連載 研修おたく海を渡る・63
たった一年でも、できること。
白井 敬祐
pp.511
発行日 2011年3月10日
Published Date 2011/3/10
DOI https://doi.org/10.11477/mf.1402105089
- 有料閲覧
- 文献概要
第51回で紹介したサービスラインマネジャーのボビーを覚えていらっしゃるでしょうか.患者だけでなく,病院スタッフの満足度を上げることを使命にやってきた,がんセンター立ち上げのプロの話です.彼女が就任してから,起こった変化を振り返ってみたいと思います.

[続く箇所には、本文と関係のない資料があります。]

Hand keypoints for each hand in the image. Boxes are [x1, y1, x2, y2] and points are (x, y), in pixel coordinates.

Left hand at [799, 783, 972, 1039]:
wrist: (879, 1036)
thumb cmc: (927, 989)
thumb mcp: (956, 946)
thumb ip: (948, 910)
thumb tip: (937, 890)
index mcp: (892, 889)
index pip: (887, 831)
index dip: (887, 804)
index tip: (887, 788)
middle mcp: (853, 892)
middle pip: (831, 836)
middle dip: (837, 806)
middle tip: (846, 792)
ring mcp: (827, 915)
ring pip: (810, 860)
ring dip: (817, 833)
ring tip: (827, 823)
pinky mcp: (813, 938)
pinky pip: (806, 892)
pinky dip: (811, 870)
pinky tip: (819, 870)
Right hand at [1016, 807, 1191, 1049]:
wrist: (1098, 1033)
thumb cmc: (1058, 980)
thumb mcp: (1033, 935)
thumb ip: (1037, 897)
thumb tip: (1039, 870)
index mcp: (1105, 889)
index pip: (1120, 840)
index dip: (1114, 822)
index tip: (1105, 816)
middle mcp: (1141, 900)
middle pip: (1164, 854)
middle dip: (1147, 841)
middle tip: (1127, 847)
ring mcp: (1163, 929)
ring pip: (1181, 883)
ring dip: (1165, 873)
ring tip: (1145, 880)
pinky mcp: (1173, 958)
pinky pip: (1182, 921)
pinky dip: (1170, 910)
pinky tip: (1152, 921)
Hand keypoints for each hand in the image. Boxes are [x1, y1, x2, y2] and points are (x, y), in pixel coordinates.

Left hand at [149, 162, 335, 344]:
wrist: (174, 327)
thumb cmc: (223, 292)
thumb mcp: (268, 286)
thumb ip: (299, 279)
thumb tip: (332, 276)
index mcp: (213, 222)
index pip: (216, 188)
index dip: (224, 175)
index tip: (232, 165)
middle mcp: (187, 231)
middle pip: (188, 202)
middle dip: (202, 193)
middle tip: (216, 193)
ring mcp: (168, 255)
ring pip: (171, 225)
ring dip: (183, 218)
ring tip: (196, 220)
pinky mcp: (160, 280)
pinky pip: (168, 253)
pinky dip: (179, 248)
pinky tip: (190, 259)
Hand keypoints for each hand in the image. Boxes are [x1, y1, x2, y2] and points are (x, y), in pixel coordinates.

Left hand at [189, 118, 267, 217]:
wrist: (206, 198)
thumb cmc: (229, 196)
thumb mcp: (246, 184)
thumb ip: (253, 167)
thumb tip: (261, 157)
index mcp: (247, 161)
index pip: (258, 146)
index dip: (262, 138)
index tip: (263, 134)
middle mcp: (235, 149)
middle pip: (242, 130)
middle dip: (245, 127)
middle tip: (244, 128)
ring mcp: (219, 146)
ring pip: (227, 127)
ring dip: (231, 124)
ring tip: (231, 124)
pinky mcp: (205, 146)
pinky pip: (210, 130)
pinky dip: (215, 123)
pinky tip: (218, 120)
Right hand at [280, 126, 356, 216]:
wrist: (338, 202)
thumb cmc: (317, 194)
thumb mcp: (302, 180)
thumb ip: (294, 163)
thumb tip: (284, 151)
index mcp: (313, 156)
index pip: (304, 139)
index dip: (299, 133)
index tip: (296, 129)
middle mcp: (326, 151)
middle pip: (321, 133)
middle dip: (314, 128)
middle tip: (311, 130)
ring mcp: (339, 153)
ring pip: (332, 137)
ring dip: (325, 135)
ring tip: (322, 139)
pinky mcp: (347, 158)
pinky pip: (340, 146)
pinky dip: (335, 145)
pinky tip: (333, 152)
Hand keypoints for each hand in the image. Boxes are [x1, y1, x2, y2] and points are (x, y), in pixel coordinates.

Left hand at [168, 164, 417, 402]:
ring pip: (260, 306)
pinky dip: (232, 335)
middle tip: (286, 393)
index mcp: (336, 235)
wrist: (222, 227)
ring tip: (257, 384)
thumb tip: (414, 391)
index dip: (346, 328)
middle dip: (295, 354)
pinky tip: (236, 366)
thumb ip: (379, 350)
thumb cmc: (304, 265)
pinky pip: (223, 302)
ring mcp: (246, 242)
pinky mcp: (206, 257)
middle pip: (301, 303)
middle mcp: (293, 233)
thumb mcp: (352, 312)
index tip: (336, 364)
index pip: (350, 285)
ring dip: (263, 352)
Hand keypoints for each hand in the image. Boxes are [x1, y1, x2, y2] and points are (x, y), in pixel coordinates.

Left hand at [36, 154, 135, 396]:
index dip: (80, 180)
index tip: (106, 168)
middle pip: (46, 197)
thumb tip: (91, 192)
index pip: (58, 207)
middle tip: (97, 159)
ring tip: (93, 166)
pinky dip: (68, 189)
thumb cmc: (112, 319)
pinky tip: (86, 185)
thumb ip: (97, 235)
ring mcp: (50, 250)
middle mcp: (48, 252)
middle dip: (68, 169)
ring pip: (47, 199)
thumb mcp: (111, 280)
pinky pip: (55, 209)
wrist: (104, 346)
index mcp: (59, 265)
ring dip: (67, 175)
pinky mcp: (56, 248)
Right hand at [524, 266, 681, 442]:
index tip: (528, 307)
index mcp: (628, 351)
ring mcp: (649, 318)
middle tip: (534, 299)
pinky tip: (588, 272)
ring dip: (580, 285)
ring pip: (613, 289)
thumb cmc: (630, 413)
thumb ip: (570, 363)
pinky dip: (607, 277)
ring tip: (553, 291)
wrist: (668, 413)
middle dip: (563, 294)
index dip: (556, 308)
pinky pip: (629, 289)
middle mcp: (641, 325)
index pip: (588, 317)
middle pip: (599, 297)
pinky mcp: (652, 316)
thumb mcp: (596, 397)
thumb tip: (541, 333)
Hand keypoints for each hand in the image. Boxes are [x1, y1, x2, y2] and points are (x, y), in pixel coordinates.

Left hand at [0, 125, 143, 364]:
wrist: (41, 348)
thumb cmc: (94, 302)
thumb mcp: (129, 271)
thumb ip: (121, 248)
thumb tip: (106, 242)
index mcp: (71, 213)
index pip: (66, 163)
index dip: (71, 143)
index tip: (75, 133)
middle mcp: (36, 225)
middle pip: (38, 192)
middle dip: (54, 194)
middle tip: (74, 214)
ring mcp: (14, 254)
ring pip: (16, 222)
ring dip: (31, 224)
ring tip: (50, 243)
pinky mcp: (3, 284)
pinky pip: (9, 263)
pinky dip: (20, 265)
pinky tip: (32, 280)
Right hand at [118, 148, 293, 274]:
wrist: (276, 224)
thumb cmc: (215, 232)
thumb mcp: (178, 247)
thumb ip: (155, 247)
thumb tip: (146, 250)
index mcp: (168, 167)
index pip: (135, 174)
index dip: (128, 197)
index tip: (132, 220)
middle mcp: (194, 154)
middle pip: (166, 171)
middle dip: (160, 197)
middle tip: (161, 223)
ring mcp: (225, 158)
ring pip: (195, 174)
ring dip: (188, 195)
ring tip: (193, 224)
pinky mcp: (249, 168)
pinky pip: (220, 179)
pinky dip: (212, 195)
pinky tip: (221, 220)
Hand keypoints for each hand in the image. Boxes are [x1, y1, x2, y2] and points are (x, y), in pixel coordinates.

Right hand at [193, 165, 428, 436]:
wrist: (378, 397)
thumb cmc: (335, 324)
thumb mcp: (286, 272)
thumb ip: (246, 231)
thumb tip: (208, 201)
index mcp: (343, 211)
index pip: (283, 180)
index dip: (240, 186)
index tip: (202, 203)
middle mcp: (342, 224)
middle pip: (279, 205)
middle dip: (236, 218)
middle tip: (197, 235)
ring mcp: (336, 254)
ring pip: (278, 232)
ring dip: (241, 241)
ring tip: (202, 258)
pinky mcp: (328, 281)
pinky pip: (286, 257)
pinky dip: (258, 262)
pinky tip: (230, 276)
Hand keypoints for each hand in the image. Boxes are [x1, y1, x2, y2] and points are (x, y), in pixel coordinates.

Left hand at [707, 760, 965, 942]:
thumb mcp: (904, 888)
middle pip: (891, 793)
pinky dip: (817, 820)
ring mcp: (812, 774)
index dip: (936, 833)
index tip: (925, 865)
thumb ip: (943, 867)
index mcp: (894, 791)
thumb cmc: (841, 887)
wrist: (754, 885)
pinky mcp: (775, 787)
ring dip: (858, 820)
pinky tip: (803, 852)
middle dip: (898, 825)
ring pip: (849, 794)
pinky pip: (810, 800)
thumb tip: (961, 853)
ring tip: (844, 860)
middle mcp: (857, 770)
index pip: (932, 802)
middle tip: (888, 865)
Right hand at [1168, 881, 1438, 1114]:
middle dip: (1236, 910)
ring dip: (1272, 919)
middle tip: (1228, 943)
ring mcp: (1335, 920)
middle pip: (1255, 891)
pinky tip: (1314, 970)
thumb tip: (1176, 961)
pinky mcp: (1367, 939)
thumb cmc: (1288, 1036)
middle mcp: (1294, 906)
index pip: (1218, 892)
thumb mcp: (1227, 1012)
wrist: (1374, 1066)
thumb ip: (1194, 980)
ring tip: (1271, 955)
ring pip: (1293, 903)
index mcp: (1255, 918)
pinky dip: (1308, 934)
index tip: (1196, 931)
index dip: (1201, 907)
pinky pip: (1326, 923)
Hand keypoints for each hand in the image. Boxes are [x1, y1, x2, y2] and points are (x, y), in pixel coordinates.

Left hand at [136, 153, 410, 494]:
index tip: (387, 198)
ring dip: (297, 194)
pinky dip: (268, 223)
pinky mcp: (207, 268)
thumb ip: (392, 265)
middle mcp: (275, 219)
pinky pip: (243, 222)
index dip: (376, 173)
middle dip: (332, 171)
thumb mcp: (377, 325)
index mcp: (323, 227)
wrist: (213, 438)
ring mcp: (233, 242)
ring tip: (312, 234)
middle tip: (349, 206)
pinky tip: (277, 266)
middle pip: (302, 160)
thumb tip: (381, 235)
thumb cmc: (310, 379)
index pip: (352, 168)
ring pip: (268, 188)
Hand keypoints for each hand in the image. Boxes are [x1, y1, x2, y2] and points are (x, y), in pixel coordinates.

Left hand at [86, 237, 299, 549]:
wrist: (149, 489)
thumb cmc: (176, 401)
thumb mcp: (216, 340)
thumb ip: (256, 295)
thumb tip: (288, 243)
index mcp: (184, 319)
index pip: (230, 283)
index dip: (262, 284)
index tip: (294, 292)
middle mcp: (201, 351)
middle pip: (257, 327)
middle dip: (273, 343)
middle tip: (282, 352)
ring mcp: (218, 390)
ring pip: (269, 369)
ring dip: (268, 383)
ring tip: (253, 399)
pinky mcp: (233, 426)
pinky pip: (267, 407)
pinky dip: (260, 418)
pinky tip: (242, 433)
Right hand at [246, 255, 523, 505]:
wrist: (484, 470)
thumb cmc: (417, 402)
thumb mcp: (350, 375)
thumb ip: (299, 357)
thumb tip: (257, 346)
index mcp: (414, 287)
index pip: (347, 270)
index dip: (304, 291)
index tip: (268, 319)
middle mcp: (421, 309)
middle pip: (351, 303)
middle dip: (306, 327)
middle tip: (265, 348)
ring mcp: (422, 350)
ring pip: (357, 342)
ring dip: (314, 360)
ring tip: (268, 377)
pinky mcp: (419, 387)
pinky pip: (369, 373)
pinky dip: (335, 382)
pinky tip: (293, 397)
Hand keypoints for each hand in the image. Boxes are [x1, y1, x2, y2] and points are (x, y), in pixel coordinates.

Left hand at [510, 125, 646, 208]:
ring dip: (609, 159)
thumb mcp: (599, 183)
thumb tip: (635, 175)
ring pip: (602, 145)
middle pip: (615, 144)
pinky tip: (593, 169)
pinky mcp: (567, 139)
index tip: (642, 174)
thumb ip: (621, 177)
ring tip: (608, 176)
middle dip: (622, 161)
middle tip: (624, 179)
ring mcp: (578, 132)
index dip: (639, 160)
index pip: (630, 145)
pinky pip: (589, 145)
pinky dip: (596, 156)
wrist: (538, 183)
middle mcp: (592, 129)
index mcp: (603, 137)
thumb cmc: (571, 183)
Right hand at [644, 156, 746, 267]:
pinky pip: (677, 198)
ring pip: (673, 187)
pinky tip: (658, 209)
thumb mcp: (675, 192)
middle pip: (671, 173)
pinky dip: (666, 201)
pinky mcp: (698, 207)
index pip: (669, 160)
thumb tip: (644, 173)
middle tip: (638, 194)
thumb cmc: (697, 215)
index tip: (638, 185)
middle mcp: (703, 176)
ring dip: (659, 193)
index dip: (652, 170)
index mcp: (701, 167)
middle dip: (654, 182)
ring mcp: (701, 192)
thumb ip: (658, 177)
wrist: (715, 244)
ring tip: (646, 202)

待ち時間を減らすために,実際に時間を測定し,どこがボトルネックになっているかを探し出し,人を補充する場所を決め,実際に予算をつけて採用実績を作りました.紹介から初診,その後の受診をスムーズにするがん部位に応じたコーディネーターの数は2倍になり,さらにその下で働く患者ナビゲーターというポストもできました.抗がん剤治療室での患者の副作用や不安に速やかに対応するために,治療室をフリーでラウンドする臨床心理士や,ナースプラクティショナーを採用したのも彼女です.この作戦は,患者の満足度だけでなく,医師,看護師といった診療スタッフの満足度も上げました.抗がん剤の処方テンプレートはできるまでが大変でしたが,結果として,医師,薬剤師の満足度は上がりました.土日に病棟で,通院点滴に対応できる仕組みを作ったり,看護師を教育するために,ナースエデュケーターというポストもつくりました.